A entrada da turma Nexus, formada pelos concluintes do 3º ano, foi acompanhada pela reitora Guida Aquino; pelo diretor do CAp, Cleilton França dos Santos; pela vice-diretora e patronesse da turma, Alessandra Lima Peres de Oliveira; pelo paraninfo, Gilberto Francisco Alves de Melo; pelos homenageados: professores Floripes Silva Rebouças e Dionatas Ulises de Oliveira Meneguetti; além da inspetora homenageada Suzana dos Santos Cabral.

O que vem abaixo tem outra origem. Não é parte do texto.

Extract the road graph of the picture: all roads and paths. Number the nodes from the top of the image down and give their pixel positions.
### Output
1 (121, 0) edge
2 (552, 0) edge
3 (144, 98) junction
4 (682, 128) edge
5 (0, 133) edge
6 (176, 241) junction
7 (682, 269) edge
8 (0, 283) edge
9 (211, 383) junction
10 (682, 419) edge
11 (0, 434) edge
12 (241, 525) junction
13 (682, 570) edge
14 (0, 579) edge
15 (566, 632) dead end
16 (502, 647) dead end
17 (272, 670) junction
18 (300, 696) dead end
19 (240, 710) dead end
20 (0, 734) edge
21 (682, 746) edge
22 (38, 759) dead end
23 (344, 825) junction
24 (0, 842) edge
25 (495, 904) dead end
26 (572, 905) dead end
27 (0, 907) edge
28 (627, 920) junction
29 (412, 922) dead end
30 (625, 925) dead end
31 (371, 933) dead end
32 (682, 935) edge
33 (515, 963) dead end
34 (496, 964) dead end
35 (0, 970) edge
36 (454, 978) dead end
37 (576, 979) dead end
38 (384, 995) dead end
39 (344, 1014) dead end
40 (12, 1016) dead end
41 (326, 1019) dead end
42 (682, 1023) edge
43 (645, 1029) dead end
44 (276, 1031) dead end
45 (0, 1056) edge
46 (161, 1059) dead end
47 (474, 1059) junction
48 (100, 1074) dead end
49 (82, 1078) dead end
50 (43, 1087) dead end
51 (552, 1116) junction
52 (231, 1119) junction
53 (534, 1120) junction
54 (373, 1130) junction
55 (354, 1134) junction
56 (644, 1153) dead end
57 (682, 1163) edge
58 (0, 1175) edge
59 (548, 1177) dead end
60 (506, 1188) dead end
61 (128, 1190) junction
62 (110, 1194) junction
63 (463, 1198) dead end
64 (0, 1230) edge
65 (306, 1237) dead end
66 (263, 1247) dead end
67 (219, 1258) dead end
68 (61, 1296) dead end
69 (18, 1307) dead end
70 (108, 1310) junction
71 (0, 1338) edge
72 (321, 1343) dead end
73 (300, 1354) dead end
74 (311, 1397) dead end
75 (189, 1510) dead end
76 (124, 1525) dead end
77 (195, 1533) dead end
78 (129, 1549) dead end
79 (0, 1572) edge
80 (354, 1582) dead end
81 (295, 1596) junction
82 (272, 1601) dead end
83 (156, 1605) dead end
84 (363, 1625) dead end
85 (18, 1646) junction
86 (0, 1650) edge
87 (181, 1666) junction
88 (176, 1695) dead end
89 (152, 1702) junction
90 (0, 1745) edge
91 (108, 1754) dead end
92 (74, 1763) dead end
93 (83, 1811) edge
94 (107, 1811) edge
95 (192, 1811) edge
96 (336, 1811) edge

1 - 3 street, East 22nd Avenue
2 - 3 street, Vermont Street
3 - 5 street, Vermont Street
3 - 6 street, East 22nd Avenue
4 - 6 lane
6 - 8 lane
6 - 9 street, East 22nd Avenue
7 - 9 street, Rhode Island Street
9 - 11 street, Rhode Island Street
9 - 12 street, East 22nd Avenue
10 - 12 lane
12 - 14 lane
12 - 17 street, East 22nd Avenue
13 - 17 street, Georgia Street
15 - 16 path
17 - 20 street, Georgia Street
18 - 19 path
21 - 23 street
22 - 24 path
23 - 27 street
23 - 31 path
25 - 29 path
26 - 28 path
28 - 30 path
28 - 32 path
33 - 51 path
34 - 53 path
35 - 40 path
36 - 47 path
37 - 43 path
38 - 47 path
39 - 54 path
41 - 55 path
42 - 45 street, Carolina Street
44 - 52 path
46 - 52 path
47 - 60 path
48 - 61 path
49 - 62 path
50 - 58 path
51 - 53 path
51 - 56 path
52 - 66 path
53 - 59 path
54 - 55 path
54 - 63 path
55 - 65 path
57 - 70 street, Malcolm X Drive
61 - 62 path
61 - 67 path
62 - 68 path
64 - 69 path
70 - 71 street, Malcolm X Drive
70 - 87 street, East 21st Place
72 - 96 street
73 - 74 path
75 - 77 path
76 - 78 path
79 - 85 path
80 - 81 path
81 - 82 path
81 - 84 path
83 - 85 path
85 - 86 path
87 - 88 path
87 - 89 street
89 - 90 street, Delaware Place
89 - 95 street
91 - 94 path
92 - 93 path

Guida destacou a importância do momento para os estudantes, suas famílias e toda a comunidade escolar. Ela parabenizou os formandos pela conquista e reconheceu o papel essencial dos professores, da equipe pedagógica e dos familiares ao longo da caminhada. “Tenho certeza de que esses jovens seguem preparados para os próximos desafios, levando consigo os valores da educação pública, do conhecimento e da cidadania. Que este seja apenas o início de uma trajetória repleta de conquistas. A Ufac continua de portas abertas e aguarda vocês.”

Durante o ato simbólico da colocação do capelo, os concluintes reafirmaram os valores que orientaram sua trajetória escolar. Em nome da turma, a estudante Isabelly Bevilaqua Rodrigues fez o discurso de oradora.
A cerimônia seguiu com a entrega dos diplomas e as homenagens aos professores e profissionais da escola indicados pelos concluintes, encerrando a noite com o registro da foto oficial da turma.